Goldsmith ups the ante, pressing the need to make performance measurement penetrate the leadership team (upward), spread horizontally across line agencies and nongovernmental delivery agents (horizontally), and drill into the actual operations of agencies (downward).

The reality that faces the leaders of many public bureaucracies are processes so ossified that no amount of painful scrutiny of performance stats is going to break the logjam. On the other hand, the solution is often hiding in plain sight.

Consider my experience. Pennsylvania's Department of Public Welfare was chronically unable to bring its job-vacancy rate below 14 percent. As you might imagine, I had a difficult time convincing the governor's budget office that I should be allotted more staff.

The response was nothing but defensive finger-pointing among program offices needing to fill vacancies, human resources staff feeling unappreciated and unsupported, and the conclusion of the governor's staff that we were just complainers unable to straighten out our own shop.

The reality was so clouded that our new HR director was skeptical that we even had a problem until he mapped the process and counted the requisite days to close a hire. Absolute best case, it was a minimum of 15 weeks, and typically was indeed the 24 to 30 weeks that program staff were claiming.

I made the following pitch to the governor: Give me six months to fix the vacancy problem, or the governor would rescind the vacant positions. We did not quite make that deadline, but we did reduce the vacancy rate in the department to below 6 percent for the first time in its history, routinely filled positions in eight weeks, and achieved a net gain in positions filled of 11 percent.

The hiring process did not become more efficient by cutting corners. We didn't add people to speed up the process. Nor did we abolish the civil service commission. We didn't quit doing position classifications. We didn't hire people on paper without rigorous interviewing. People didn't work harder; in fact, we made the job easier for everyone.

Top management in the department identified high-achieving staff from both program offices, and HR and said this was not about "gotcha," but about fixing the most broken system in the department. The hiring process improvement team broke through the years of acrimony to design a radically streamlined process.
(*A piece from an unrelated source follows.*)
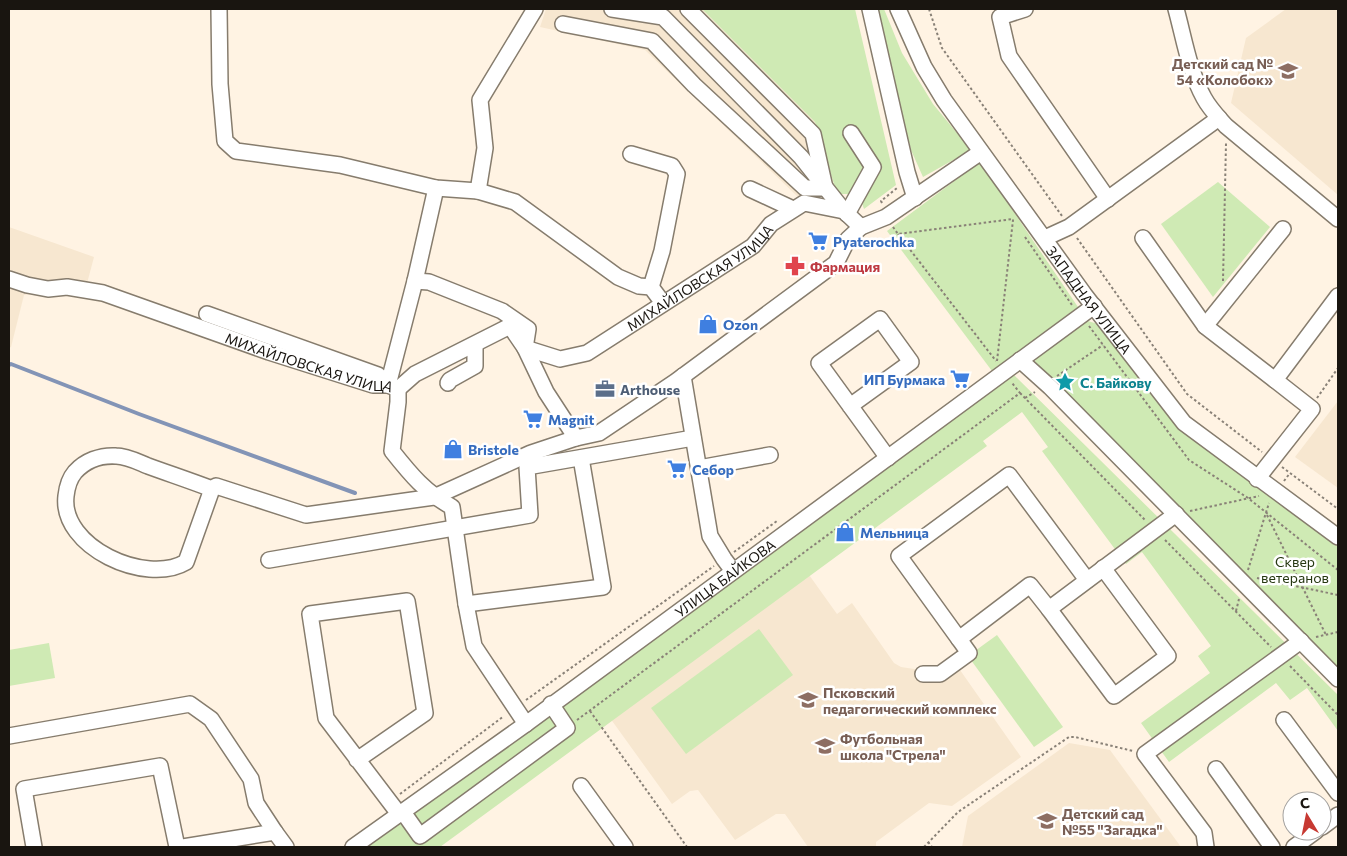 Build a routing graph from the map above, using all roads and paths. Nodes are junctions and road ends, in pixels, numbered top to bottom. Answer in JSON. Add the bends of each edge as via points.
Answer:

The final payoff was a wholly new level of partnership and collaboration between the HR and its program clients.

The truly extraordinary thing about this transformation was that most of the changes were really obvious:

o Posting positions the moment someone gave notice (instead of waiting until the person was off the payroll and the position was in fact "vacant") o Running steps concurrently rather than sequentially (why wait for a civil service list of candidates before identifying interview dates?) o Eliminating steps such as supervisory reviews of routine classification actions o Eliminating the delay of mail (it was taking three days for paper to move between our building and the civil service commission across the parking lot) by setting up a mailbox at the commission that an HR clerk could check twice a day o Making a point of active recruitment outside the department, so we were not just poaching within the same talent pool o Exploiting the new management approach in the governor's office to allow departments to hire within authorized complement without getting approval for each position
Result: The department's HR performance-stat tool -- the Position Activity Log -- moved from being the war ground for disputes and blame to the starting point for communication and problem solving.

Okay, so if it wasn't rocket science, why hadn't it happened before? Why had countless executives (including myself) flogged the numbers and the staff but didn't see that, in Steve Goldsmith's words, we were "speed walking in place"?

All the parties had to stop focusing on the numbers and unpack and dissect the problem. Management had to empower staff to take the process apart and reassemble it, and give them breathing room to do so.

If a process as superficially straightforward as hiring staff eluded this simple realization, how much more critical it must be to leaders who want to see order-of-magnitude improvements in performance in complex organizations.